Key Variables That Affect Your Experience
The same steps can lead to very different outcomes depending on your specific situation:
Hardware compatibility is the biggest variable. Newer hardware occasionally lacks driver support on older OS versions, while some niche components need manufacturer drivers that don't come pre-packaged with the installer.
Storage type and configuration matters too. Installing on a single NVMe SSD is straightforward. If you're setting up a RAID array, dual-boot with another OS, or working with multiple drives, the partitioning step becomes considerably more complex.

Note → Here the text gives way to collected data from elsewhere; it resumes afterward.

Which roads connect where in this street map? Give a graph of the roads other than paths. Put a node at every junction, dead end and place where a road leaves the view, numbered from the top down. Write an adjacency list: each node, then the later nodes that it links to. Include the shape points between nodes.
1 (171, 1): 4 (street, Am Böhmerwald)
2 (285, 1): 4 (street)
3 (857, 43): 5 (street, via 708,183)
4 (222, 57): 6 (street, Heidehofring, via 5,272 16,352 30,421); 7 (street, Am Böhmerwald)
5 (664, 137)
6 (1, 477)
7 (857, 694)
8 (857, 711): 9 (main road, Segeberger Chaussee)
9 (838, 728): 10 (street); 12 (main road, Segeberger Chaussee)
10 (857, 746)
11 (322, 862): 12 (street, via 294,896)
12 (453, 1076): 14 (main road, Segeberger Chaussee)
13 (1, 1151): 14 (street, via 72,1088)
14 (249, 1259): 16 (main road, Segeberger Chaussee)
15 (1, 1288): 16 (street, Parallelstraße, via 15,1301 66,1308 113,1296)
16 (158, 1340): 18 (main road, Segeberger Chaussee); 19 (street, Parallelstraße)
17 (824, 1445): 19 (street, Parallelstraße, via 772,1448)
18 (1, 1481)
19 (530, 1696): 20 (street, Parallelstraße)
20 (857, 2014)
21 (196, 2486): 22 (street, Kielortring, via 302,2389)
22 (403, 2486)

Your technical comfort level determines how much the installer's default choices will serve you. First-time builders are usually well-served by accepting defaults. Experienced users may want control over partition sizes, file systems (NTFS vs. ext4 vs. others), and boot configurations.
Firmware settings vary by motherboard. Secure Boot, CSM (Compatibility Support Module), and AHCI vs. RAID mode for storage controllers can all affect whether your installation proceeds smoothly or hits a wall mid-setup. 🔧
After the Install: What People Often Miss
A clean OS install isn't the finish line. A new installation typically needs:
- Chipset and motherboard drivers from your board manufacturer's website
- GPU drivers from AMD, NVIDIA, or Intel directly
- Windows activation if you haven't entered a product key
- BIOS/UEFI updates — check your motherboard manufacturer's site for the latest firmware
Skipping drivers is the most common reason a freshly installed OS feels sluggish or behaves unexpectedly. Running Windows Update or your Linux distro's package manager immediately after setup catches a lot of this automatically, but manufacturer-specific drivers often need manual attention.
The Part That Depends on You 🔍
How straightforward or involved this process becomes depends heavily on the combination of hardware you've built, the OS version you're targeting, and how you intend to use the machine. A standard gaming rig running Windows 11 on modern components is a relatively smooth process. A dual-boot setup on a machine with legacy hardware, or a Linux install configured for a specialized workflow, introduces layers of decisions that don't have universal right answers. Your drive configuration, firmware version, and intended use case are the variables that turn this from a general guide into something specific to your build.